WHAT IS EXPECTED
The entries below are to be repeated verbatim, in full.

[Opening MATERIAL FOR THIS TASK section]

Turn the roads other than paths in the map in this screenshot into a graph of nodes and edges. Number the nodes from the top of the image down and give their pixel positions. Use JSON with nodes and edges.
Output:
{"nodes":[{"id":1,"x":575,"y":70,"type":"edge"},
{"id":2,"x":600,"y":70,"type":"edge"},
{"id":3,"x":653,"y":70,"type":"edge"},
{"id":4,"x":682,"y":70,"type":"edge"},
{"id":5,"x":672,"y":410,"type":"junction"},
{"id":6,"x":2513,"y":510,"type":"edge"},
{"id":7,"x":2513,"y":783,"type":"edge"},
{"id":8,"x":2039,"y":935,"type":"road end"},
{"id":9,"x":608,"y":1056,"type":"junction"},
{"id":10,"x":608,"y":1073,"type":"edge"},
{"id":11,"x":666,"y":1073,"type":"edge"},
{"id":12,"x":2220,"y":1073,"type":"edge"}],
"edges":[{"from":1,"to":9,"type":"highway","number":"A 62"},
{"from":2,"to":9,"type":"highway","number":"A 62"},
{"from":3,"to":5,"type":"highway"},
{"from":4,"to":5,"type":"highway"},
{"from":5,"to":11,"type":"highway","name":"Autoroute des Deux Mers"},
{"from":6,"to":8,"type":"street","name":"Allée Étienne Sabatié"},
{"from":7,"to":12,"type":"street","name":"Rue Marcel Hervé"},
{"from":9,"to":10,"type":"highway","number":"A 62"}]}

[Closing MATERIAL FOR THIS TASK section]

ANSWER TO THIS TASK
Turn the roads other than paths in the map in this screenshot into a graph of nodes and edges. Number the nodes from the top of the image down and give their pixel positions. Use JSON with nodes and edges.
Output:
{"nodes":[{"id":1,"x":575,"y":70,"type":"edge"},
{"id":2,"x":600,"y":70,"type":"edge"},
{"id":3,"x":653,"y":70,"type":"edge"},
{"id":4,"x":682,"y":70,"type":"edge"},
{"id":5,"x":672,"y":410,"type":"junction"},
{"id":6,"x":2513,"y":510,"type":"edge"},
{"id":7,"x":2513,"y":783,"type":"edge"},
{"id":8,"x":2039,"y":935,"type":"road end"},
{"id":9,"x":608,"y":1056,"type":"junction"},
{"id":10,"x":608,"y":1073,"type":"edge"},
{"id":11,"x":666,"y":1073,"type":"edge"},
{"id":12,"x":2220,"y":1073,"type":"edge"}],
"edges":[{"from":1,"to":9,"type":"highway","number":"A 62"},
{"from":2,"to":9,"type":"highway","number":"A 62"},
{"from":3,"to":5,"type":"highway"},
{"from":4,"to":5,"type":"highway"},
{"from":5,"to":11,"type":"highway","name":"Autoroute des Deux Mers"},
{"from":6,"to":8,"type":"street","name":"Allée Étienne Sabatié"},
{"from":7,"to":12,"type":"street","name":"Rue Marcel Hervé"},
{"from":9,"to":10,"type":"highway","number":"A 62"}]}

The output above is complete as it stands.